[Data in this exercise]
——————
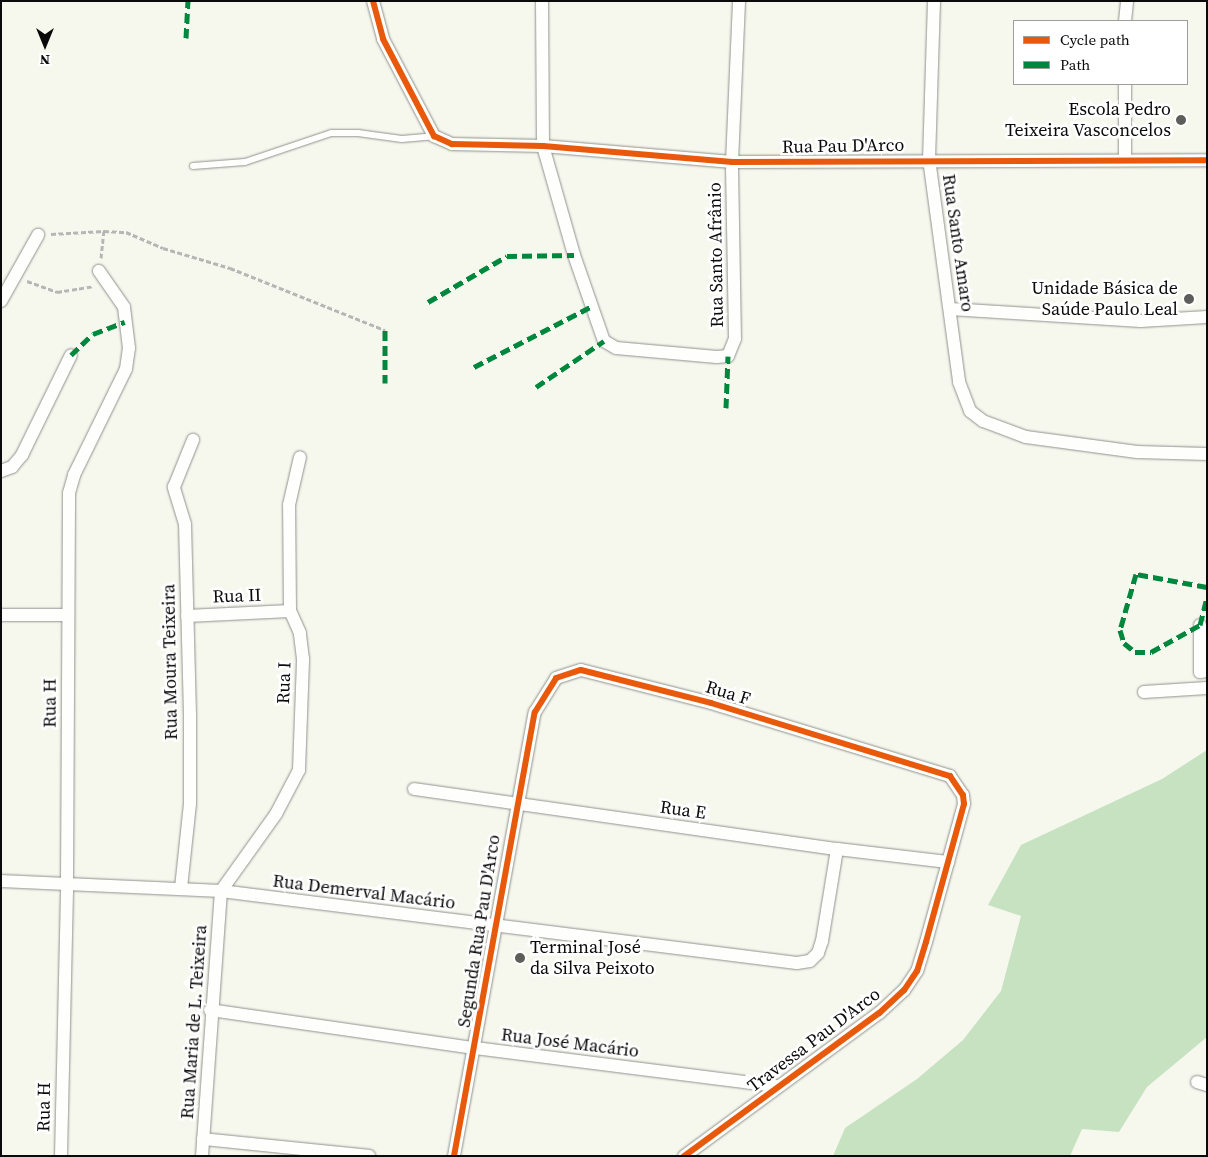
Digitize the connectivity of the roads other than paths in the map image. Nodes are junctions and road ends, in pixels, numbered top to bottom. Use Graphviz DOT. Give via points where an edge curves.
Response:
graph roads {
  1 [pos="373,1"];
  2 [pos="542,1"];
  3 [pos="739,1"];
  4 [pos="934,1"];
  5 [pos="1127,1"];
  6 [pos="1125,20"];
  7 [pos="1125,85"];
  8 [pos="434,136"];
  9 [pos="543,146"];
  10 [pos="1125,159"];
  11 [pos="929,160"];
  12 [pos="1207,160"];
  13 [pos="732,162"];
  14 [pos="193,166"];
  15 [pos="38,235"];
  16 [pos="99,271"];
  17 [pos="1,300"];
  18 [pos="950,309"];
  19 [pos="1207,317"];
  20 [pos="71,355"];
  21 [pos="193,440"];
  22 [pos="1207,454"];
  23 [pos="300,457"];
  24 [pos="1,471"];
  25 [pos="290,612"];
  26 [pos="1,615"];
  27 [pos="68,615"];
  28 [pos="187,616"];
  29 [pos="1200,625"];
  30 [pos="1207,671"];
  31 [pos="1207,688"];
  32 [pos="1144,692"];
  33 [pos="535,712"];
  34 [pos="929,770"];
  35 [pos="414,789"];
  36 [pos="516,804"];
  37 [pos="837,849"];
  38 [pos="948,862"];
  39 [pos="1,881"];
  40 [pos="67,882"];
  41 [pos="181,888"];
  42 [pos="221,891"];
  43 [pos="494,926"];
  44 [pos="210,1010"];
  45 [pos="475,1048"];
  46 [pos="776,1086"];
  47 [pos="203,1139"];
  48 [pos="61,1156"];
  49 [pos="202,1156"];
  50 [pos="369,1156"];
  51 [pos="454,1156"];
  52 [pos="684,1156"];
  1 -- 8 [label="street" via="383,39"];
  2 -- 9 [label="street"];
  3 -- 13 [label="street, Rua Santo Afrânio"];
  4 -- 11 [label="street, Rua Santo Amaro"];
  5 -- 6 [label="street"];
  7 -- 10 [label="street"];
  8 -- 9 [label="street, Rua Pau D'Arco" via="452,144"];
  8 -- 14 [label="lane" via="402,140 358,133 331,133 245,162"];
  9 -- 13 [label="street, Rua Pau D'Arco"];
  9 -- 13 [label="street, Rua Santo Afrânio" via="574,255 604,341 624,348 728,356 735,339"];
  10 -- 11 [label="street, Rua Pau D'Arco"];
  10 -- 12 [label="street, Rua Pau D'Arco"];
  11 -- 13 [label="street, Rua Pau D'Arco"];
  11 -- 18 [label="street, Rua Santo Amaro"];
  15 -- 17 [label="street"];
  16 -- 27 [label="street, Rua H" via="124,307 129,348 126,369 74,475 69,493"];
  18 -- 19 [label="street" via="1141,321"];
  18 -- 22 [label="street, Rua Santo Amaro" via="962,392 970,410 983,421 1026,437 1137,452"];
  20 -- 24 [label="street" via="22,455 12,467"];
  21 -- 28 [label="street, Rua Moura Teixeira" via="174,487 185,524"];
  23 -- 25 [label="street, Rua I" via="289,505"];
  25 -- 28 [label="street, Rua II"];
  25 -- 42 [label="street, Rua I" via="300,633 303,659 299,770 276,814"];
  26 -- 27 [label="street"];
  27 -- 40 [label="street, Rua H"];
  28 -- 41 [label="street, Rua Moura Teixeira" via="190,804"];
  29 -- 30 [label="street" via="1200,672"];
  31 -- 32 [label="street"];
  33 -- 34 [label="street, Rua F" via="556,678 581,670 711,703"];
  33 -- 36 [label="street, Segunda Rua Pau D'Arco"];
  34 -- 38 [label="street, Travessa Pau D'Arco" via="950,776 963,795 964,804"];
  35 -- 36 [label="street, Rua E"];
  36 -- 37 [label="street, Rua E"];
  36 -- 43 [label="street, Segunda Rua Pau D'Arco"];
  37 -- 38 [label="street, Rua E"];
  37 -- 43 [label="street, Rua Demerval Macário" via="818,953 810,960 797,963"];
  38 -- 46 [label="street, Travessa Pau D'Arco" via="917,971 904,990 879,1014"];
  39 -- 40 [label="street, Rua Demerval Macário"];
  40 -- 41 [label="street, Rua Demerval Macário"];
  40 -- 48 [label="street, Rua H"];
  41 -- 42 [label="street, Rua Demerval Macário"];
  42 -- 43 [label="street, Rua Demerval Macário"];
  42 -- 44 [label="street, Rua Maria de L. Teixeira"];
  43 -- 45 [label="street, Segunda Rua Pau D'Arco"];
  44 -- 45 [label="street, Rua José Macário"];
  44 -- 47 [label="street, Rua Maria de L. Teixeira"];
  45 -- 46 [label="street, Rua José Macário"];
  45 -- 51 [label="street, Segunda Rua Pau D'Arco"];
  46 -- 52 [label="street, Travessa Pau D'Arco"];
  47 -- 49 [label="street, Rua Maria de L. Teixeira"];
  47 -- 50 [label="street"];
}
——————
Your copy must repeat the data word for word and show none of its images.

[Output]
Digitize the connectivity of the roads other than paths in the map image. Nodes are junctions and road ends, in pixels, numbered top to bottom. Use Graphviz DOT. Give via points where an edge curves.
Response:
graph roads {
  1 [pos="373,1"];
  2 [pos="542,1"];
  3 [pos="739,1"];
  4 [pos="934,1"];
  5 [pos="1127,1"];
  6 [pos="1125,20"];
  7 [pos="1125,85"];
  8 [pos="434,136"];
  9 [pos="543,146"];
  10 [pos="1125,159"];
  11 [pos="929,160"];
  12 [pos="1207,160"];
  13 [pos="732,162"];
  14 [pos="193,166"];
  15 [pos="38,235"];
  16 [pos="99,271"];
  17 [pos="1,300"];
  18 [pos="950,309"];
  19 [pos="1207,317"];
  20 [pos="71,355"];
  21 [pos="193,440"];
  22 [pos="1207,454"];
  23 [pos="300,457"];
  24 [pos="1,471"];
  25 [pos="290,612"];
  26 [pos="1,615"];
  27 [pos="68,615"];
  28 [pos="187,616"];
  29 [pos="1200,625"];
  30 [pos="1207,671"];
  31 [pos="1207,688"];
  32 [pos="1144,692"];
  33 [pos="535,712"];
  34 [pos="929,770"];
  35 [pos="414,789"];
  36 [pos="516,804"];
  37 [pos="837,849"];
  38 [pos="948,862"];
  39 [pos="1,881"];
  40 [pos="67,882"];
  41 [pos="181,888"];
  42 [pos="221,891"];
  43 [pos="494,926"];
  44 [pos="210,1010"];
  45 [pos="475,1048"];
  46 [pos="776,1086"];
  47 [pos="203,1139"];
  48 [pos="61,1156"];
  49 [pos="202,1156"];
  50 [pos="369,1156"];
  51 [pos="454,1156"];
  52 [pos="684,1156"];
  1 -- 8 [label="street" via="383,39"];
  2 -- 9 [label="street"];
  3 -- 13 [label="street, Rua Santo Afrânio"];
  4 -- 11 [label="street, Rua Santo Amaro"];
  5 -- 6 [label="street"];
  7 -- 10 [label="street"];
  8 -- 9 [label="street, Rua Pau D'Arco" via="452,144"];
  8 -- 14 [label="lane" via="402,140 358,133 331,133 245,162"];
  9 -- 13 [label="street, Rua Pau D'Arco"];
  9 -- 13 [label="street, Rua Santo Afrânio" via="574,255 604,341 624,348 728,356 735,339"];
  10 -- 11 [label="street, Rua Pau D'Arco"];
  10 -- 12 [label="street, Rua Pau D'Arco"];
  11 -- 13 [label="street, Rua Pau D'Arco"];
  11 -- 18 [label="street, Rua Santo Amaro"];
  15 -- 17 [label="street"];
  16 -- 27 [label="street, Rua H" via="124,307 129,348 126,369 74,475 69,493"];
  18 -- 19 [label="street" via="1141,321"];
  18 -- 22 [label="street, Rua Santo Amaro" via="962,392 970,410 983,421 1026,437 1137,452"];
  20 -- 24 [label="street" via="22,455 12,467"];
  21 -- 28 [label="street, Rua Moura Teixeira" via="174,487 185,524"];
  23 -- 25 [label="street, Rua I" via="289,505"];
  25 -- 28 [label="street, Rua II"];
  25 -- 42 [label="street, Rua I" via="300,633 303,659 299,770 276,814"];
  26 -- 27 [label="street"];
  27 -- 40 [label="street, Rua H"];
  28 -- 41 [label="street, Rua Moura Teixeira" via="190,804"];
  29 -- 30 [label="street" via="1200,672"];
  31 -- 32 [label="street"];
  33 -- 34 [label="street, Rua F" via="556,678 581,670 711,703"];
  33 -- 36 [label="street, Segunda Rua Pau D'Arco"];
  34 -- 38 [label="street, Travessa Pau D'Arco" via="950,776 963,795 964,804"];
  35 -- 36 [label="street, Rua E"];
  36 -- 37 [label="street, Rua E"];
  36 -- 43 [label="street, Segunda Rua Pau D'Arco"];
  37 -- 38 [label="street, Rua E"];
  37 -- 43 [label="street, Rua Demerval Macário" via="818,953 810,960 797,963"];
  38 -- 46 [label="street, Travessa Pau D'Arco" via="917,971 904,990 879,1014"];
  39 -- 40 [label="street, Rua Demerval Macário"];
  40 -- 41 [label="street, Rua Demerval Macário"];
  40 -- 48 [label="street, Rua H"];
  41 -- 42 [label="street, Rua Demerval Macário"];
  42 -- 43 [label="street, Rua Demerval Macário"];
  42 -- 44 [label="street, Rua Maria de L. Teixeira"];
  43 -- 45 [label="street, Segunda Rua Pau D'Arco"];
  44 -- 45 [label="street, Rua José Macário"];
  44 -- 47 [label="street, Rua Maria de L. Teixeira"];
  45 -- 46 [label="street, Rua José Macário"];
  45 -- 51 [label="street, Segunda Rua Pau D'Arco"];
  46 -- 52 [label="street, Travessa Pau D'Arco"];
  47 -- 49 [label="street, Rua Maria de L. Teixeira"];
  47 -- 50 [label="street"];
}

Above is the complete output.